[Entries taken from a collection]
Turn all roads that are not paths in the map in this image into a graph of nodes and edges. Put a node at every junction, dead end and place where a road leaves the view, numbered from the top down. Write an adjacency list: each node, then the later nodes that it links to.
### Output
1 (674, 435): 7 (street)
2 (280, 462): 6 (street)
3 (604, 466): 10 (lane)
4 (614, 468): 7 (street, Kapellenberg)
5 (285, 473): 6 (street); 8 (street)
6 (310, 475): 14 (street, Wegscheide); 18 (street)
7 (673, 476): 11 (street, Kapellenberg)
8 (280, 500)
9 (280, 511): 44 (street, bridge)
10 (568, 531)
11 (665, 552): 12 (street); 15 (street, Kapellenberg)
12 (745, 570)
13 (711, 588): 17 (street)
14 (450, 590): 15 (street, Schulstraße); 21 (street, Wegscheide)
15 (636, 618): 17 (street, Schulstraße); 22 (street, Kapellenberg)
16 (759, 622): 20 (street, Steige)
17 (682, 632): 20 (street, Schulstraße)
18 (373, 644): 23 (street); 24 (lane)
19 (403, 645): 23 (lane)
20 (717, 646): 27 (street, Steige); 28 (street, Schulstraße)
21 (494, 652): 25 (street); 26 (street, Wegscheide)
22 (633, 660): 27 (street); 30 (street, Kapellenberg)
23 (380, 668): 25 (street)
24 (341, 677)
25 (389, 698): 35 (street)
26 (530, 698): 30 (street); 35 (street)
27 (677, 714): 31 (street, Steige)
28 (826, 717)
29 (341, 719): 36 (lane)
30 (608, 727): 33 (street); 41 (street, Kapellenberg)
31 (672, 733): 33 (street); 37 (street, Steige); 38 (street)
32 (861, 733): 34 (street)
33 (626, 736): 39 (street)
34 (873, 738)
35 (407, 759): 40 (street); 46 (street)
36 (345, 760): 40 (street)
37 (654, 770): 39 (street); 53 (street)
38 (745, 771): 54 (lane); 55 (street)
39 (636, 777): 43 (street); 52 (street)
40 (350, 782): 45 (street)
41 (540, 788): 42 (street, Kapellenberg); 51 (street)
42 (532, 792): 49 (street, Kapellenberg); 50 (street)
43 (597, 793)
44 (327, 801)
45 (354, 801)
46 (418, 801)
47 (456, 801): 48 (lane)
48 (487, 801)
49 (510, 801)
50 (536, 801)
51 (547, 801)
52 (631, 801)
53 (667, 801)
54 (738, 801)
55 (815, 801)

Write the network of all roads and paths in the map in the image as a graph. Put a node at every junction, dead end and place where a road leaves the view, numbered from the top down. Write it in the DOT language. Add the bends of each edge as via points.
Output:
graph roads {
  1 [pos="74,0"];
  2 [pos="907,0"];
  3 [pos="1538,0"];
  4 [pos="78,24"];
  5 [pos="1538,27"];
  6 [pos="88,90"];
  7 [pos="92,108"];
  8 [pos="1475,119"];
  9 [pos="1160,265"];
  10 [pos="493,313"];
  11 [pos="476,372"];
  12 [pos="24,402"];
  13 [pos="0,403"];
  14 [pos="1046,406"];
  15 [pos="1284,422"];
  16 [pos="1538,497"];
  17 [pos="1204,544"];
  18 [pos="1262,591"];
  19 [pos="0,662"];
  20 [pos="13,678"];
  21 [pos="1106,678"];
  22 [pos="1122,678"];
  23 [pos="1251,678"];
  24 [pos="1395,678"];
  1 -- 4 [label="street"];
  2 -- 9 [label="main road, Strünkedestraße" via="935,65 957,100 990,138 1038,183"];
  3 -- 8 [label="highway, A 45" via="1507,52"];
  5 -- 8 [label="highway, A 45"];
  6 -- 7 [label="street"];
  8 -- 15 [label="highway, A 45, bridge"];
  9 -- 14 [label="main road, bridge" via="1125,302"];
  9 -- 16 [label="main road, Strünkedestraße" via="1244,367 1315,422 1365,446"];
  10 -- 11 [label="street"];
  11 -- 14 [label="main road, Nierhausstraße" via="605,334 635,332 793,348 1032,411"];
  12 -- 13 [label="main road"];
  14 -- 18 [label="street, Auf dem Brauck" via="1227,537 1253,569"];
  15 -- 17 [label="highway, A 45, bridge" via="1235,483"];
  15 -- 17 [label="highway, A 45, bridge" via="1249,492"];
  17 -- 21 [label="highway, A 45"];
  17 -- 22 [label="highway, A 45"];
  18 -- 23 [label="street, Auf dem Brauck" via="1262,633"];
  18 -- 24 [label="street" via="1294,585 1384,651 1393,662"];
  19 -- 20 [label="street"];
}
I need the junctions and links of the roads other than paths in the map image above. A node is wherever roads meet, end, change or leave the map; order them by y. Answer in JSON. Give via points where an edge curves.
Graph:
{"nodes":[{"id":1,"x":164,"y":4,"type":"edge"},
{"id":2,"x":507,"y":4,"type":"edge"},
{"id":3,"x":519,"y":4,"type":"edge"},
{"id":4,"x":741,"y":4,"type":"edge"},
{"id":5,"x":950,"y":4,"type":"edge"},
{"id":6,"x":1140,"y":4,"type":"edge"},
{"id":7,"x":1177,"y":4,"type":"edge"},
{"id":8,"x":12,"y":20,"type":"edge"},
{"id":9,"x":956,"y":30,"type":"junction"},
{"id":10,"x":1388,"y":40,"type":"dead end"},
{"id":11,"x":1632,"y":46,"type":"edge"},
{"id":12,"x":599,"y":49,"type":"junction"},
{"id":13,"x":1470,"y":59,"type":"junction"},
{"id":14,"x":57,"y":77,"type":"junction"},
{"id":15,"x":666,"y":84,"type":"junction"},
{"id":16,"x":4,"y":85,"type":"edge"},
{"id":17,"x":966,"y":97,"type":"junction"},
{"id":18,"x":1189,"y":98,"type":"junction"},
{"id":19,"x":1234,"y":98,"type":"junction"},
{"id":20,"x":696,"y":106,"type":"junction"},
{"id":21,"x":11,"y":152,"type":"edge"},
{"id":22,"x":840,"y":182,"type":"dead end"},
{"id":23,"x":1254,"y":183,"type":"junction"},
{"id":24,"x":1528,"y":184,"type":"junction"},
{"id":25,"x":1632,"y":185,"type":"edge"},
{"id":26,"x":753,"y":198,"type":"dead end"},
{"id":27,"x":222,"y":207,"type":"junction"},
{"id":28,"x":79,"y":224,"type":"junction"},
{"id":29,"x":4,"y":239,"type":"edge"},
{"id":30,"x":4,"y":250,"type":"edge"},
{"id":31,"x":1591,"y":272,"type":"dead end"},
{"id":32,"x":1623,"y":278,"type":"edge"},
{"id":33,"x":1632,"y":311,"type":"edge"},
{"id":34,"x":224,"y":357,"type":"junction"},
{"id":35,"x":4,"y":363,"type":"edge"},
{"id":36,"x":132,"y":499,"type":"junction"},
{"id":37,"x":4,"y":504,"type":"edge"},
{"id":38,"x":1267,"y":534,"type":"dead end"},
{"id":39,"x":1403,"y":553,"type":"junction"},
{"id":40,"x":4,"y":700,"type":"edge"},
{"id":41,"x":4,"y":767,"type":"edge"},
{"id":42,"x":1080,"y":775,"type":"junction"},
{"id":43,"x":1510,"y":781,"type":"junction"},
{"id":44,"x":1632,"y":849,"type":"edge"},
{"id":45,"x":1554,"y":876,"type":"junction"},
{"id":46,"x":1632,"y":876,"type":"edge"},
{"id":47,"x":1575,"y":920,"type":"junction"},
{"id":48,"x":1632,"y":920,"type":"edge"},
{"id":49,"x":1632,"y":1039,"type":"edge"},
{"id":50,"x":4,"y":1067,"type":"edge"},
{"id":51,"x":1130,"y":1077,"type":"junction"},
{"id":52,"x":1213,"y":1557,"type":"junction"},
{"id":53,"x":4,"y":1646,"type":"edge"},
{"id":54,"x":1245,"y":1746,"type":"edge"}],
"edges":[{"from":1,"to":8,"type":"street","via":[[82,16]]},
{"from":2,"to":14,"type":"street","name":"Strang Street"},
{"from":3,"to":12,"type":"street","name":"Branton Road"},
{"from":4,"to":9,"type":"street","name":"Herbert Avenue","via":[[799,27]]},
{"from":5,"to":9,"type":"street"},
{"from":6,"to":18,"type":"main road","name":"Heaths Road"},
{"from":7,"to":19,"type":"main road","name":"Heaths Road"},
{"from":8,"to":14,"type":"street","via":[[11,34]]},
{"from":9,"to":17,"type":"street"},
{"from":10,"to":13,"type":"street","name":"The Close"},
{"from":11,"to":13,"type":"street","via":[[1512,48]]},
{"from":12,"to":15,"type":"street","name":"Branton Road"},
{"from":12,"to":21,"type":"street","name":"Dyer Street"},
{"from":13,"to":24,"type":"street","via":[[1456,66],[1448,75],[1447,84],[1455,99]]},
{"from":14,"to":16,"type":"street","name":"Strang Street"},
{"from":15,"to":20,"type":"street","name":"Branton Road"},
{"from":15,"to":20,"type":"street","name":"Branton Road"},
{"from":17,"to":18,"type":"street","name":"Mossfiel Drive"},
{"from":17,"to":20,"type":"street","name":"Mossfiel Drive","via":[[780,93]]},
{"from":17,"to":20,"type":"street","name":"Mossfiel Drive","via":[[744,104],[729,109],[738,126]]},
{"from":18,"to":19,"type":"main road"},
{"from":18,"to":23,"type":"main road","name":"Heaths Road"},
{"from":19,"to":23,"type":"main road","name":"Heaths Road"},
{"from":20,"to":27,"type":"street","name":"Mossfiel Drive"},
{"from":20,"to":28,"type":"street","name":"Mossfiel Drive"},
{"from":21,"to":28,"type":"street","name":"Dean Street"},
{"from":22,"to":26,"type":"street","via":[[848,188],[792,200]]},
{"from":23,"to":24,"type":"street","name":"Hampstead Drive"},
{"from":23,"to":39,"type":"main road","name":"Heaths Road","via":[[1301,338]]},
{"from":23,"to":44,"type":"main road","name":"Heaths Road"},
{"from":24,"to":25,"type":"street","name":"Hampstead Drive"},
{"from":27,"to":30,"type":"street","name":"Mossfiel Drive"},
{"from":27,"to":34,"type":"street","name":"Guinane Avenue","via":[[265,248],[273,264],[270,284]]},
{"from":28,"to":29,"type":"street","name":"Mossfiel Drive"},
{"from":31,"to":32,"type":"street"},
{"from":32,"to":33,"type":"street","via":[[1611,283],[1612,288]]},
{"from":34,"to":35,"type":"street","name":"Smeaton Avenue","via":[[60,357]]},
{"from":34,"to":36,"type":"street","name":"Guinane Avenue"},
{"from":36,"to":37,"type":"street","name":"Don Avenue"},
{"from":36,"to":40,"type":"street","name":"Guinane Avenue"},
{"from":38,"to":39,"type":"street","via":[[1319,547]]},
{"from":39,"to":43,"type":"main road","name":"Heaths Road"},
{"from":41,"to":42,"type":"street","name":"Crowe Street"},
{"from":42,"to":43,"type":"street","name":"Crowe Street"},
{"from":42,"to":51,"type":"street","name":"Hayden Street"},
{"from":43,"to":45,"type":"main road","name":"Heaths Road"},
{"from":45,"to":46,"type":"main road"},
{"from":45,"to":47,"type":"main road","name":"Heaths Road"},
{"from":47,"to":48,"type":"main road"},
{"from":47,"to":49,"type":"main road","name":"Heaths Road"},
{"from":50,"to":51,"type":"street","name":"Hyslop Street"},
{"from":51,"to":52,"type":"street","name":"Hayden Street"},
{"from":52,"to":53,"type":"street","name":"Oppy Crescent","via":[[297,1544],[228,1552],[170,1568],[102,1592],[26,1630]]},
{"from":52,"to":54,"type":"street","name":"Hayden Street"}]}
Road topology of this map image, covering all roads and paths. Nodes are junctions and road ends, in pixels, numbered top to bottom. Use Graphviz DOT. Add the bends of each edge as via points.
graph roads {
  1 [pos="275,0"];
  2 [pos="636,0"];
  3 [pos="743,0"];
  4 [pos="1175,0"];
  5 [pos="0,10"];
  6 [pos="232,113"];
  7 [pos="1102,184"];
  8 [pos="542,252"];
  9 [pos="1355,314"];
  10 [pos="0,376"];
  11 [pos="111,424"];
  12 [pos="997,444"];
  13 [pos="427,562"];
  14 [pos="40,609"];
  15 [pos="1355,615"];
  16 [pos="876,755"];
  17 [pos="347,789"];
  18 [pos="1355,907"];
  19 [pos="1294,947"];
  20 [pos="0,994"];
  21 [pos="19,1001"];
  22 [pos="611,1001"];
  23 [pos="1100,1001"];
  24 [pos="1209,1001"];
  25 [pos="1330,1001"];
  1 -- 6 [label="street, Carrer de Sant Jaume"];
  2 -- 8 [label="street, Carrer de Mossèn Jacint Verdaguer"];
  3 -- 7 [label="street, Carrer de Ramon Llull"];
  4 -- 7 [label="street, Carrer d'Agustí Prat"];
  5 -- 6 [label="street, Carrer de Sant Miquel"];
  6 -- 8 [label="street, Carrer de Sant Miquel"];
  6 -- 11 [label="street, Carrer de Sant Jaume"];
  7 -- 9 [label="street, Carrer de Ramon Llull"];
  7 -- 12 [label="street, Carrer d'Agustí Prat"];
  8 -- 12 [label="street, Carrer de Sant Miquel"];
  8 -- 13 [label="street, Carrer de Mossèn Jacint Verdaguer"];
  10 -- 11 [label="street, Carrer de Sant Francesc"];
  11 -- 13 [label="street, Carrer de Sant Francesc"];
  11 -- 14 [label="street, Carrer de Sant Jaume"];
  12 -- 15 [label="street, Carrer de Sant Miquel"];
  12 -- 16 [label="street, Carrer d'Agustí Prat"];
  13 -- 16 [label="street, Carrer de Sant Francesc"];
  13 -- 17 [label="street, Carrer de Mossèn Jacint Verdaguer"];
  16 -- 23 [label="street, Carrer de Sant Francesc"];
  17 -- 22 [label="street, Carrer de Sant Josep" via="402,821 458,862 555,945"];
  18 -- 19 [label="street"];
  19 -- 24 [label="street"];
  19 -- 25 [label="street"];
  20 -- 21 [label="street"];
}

About this exercise: Some lines above contain the word "Guinane". Copy each of them.

Result of the exercise:
{"from":27,"to":34,"type":"street","name":"Guinane Avenue","via":[[265,248],[273,264],[270,284]]},
{"from":34,"to":36,"type":"street","name":"Guinane Avenue"},
{"from":36,"to":40,"type":"street","name":"Guinane Avenue"},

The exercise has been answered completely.